• Data shown

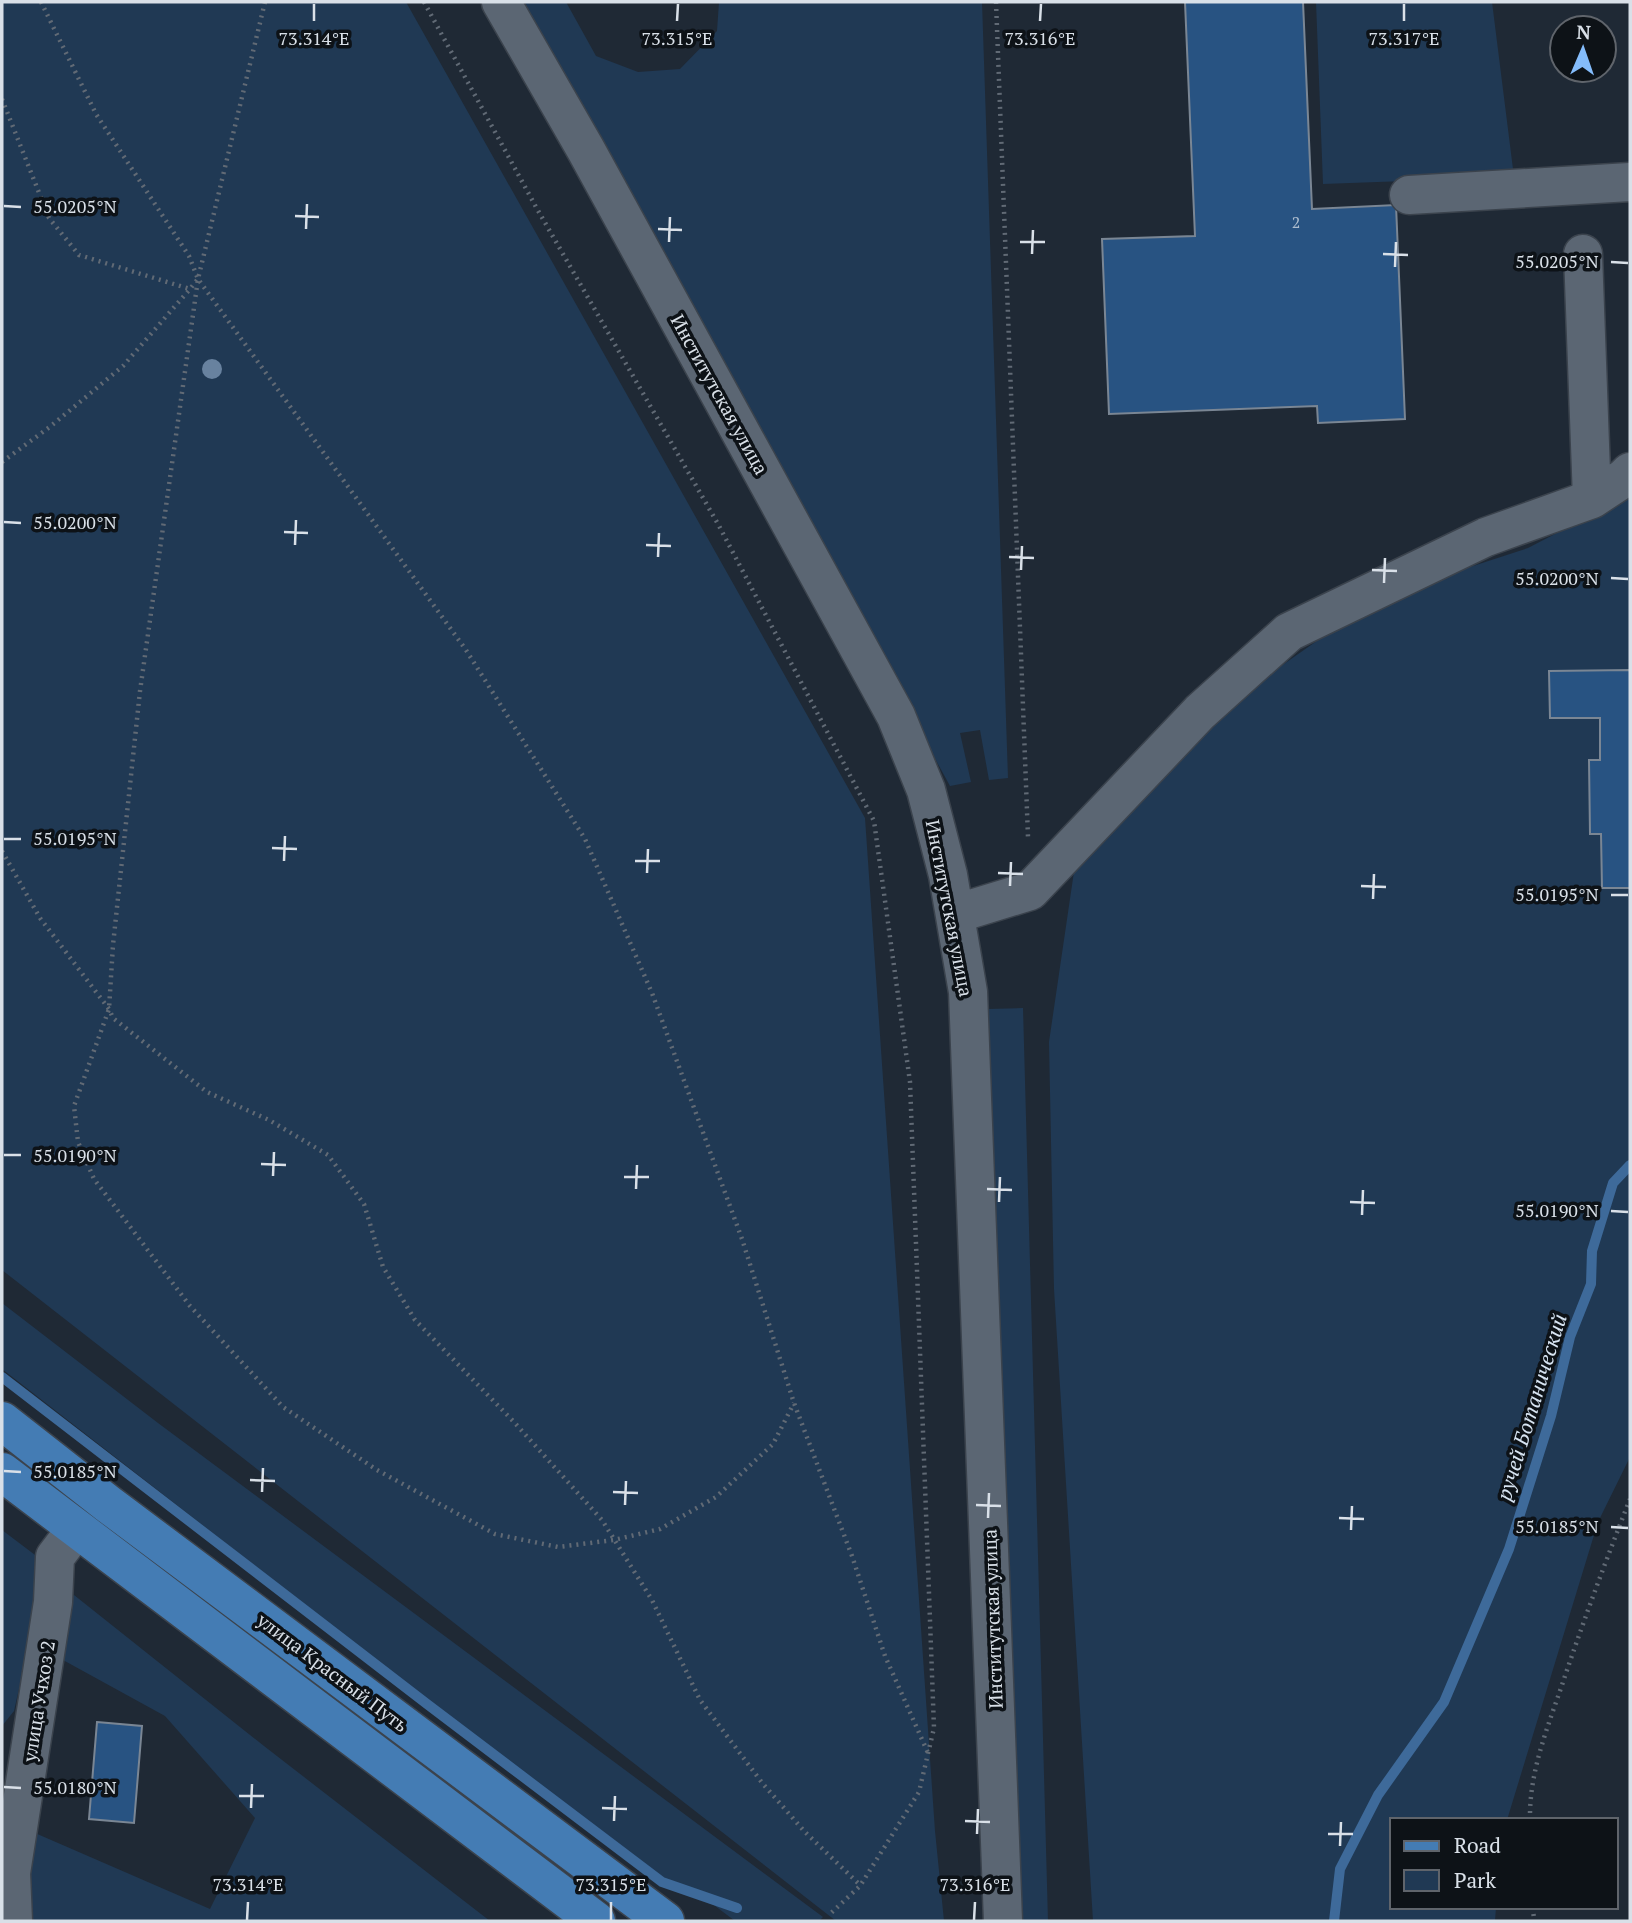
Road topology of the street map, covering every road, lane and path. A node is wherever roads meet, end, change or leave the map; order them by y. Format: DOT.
graph roads {
  1 [pos="41,2"];
  2 [pos="265,2"];
  3 [pos="424,2"];
  4 [pos="501,2"];
  5 [pos="996,2"];
  6 [pos="2,99"];
  7 [pos="1630,182"];
  8 [pos="1409,195"];
  9 [pos="1583,254"];
  10 [pos="198,279"];
  11 [pos="190,289"];
  12 [pos="2,462"];
  13 [pos="1630,472"];
  14 [pos="1592,499"];
  15 [pos="2,851"];
  16 [pos="1030,891"];
  17 [pos="955,914"];
  18 [pos="109,1009"];
  19 [pos="794,1402"];
  20 [pos="2,1422"];
  21 [pos="2,1472"];
  22 [pos="1630,1499"];
  23 [pos="76,1529"];
  24 [pos="614,1541"];
  25 [pos="928,1753"];
  26 [pos="1530,1818"];
  27 [pos="6,1877"];
  28 [pos="860,1886"];
  29 [pos="830,1914"];
  30 [pos="13,1921"];
  31 [pos="596,1921"];
  32 [pos="665,1921"];
  33 [pos="1003,1921"];
  1 -- 10 [label="path"];
  2 -- 10 [label="path"];
  3 -- 25 [label="path"];
  4 -- 17 [label="street, Институтская улица"];
  5 -- 16 [label="path"];
  6 -- 11 [label="path"];
  7 -- 8 [label="street"];
  9 -- 14 [label="street"];
  10 -- 11 [label="path"];
  10 -- 18 [label="path"];
  10 -- 19 [label="path"];
  11 -- 12 [label="path"];
  13 -- 14 [label="street"];
  14 -- 16 [label="street"];
  15 -- 18 [label="path"];
  16 -- 17 [label="street"];
  17 -- 33 [label="street, Институтская улица"];
  18 -- 24 [label="path"];
  18 -- 24 [label="path"];
  19 -- 24 [label="path"];
  19 -- 25 [label="path"];
  20 -- 32 [label="main road, улица Красный Путь"];
  21 -- 23 [label="main road"];
  22 -- 26 [label="path"];
  23 -- 27 [label="street, улица Учхоз 2"];
  23 -- 31 [label="main road"];
  24 -- 28 [label="path"];
  25 -- 28 [label="path"];
  27 -- 30 [label="street, улица Учхоз 2"];
  28 -- 29 [label="path"];
}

• About this exercise
Would you repeat the entries exactly, but with no pictures?

• Result of this task
Road topology of the street map, covering every road, lane and path. A node is wherever roads meet, end, change or leave the map; order them by y. Format: DOT.
graph roads {
  1 [pos="41,2"];
  2 [pos="265,2"];
  3 [pos="424,2"];
  4 [pos="501,2"];
  5 [pos="996,2"];
  6 [pos="2,99"];
  7 [pos="1630,182"];
  8 [pos="1409,195"];
  9 [pos="1583,254"];
  10 [pos="198,279"];
  11 [pos="190,289"];
  12 [pos="2,462"];
  13 [pos="1630,472"];
  14 [pos="1592,499"];
  15 [pos="2,851"];
  16 [pos="1030,891"];
  17 [pos="955,914"];
  18 [pos="109,1009"];
  19 [pos="794,1402"];
  20 [pos="2,1422"];
  21 [pos="2,1472"];
  22 [pos="1630,1499"];
  23 [pos="76,1529"];
  24 [pos="614,1541"];
  25 [pos="928,1753"];
  26 [pos="1530,1818"];
  27 [pos="6,1877"];
  28 [pos="860,1886"];
  29 [pos="830,1914"];
  30 [pos="13,1921"];
  31 [pos="596,1921"];
  32 [pos="665,1921"];
  33 [pos="1003,1921"];
  1 -- 10 [label="path"];
  2 -- 10 [label="path"];
  3 -- 25 [label="path"];
  4 -- 17 [label="street, Институтская улица"];
  5 -- 16 [label="path"];
  6 -- 11 [label="path"];
  7 -- 8 [label="street"];
  9 -- 14 [label="street"];
  10 -- 11 [label="path"];
  10 -- 18 [label="path"];
  10 -- 19 [label="path"];
  11 -- 12 [label="path"];
  13 -- 14 [label="street"];
  14 -- 16 [label="street"];
  15 -- 18 [label="path"];
  16 -- 17 [label="street"];
  17 -- 33 [label="street, Институтская улица"];
  18 -- 24 [label="path"];
  18 -- 24 [label="path"];
  19 -- 24 [label="path"];
  19 -- 25 [label="path"];
  20 -- 32 [label="main road, улица Красный Путь"];
  21 -- 23 [label="main road"];
  22 -- 26 [label="path"];
  23 -- 27 [label="street, улица Учхоз 2"];
  23 -- 31 [label="main road"];
  24 -- 28 [label="path"];
  25 -- 28 [label="path"];
  27 -- 30 [label="street, улица Учхоз 2"];
  28 -- 29 [label="path"];
}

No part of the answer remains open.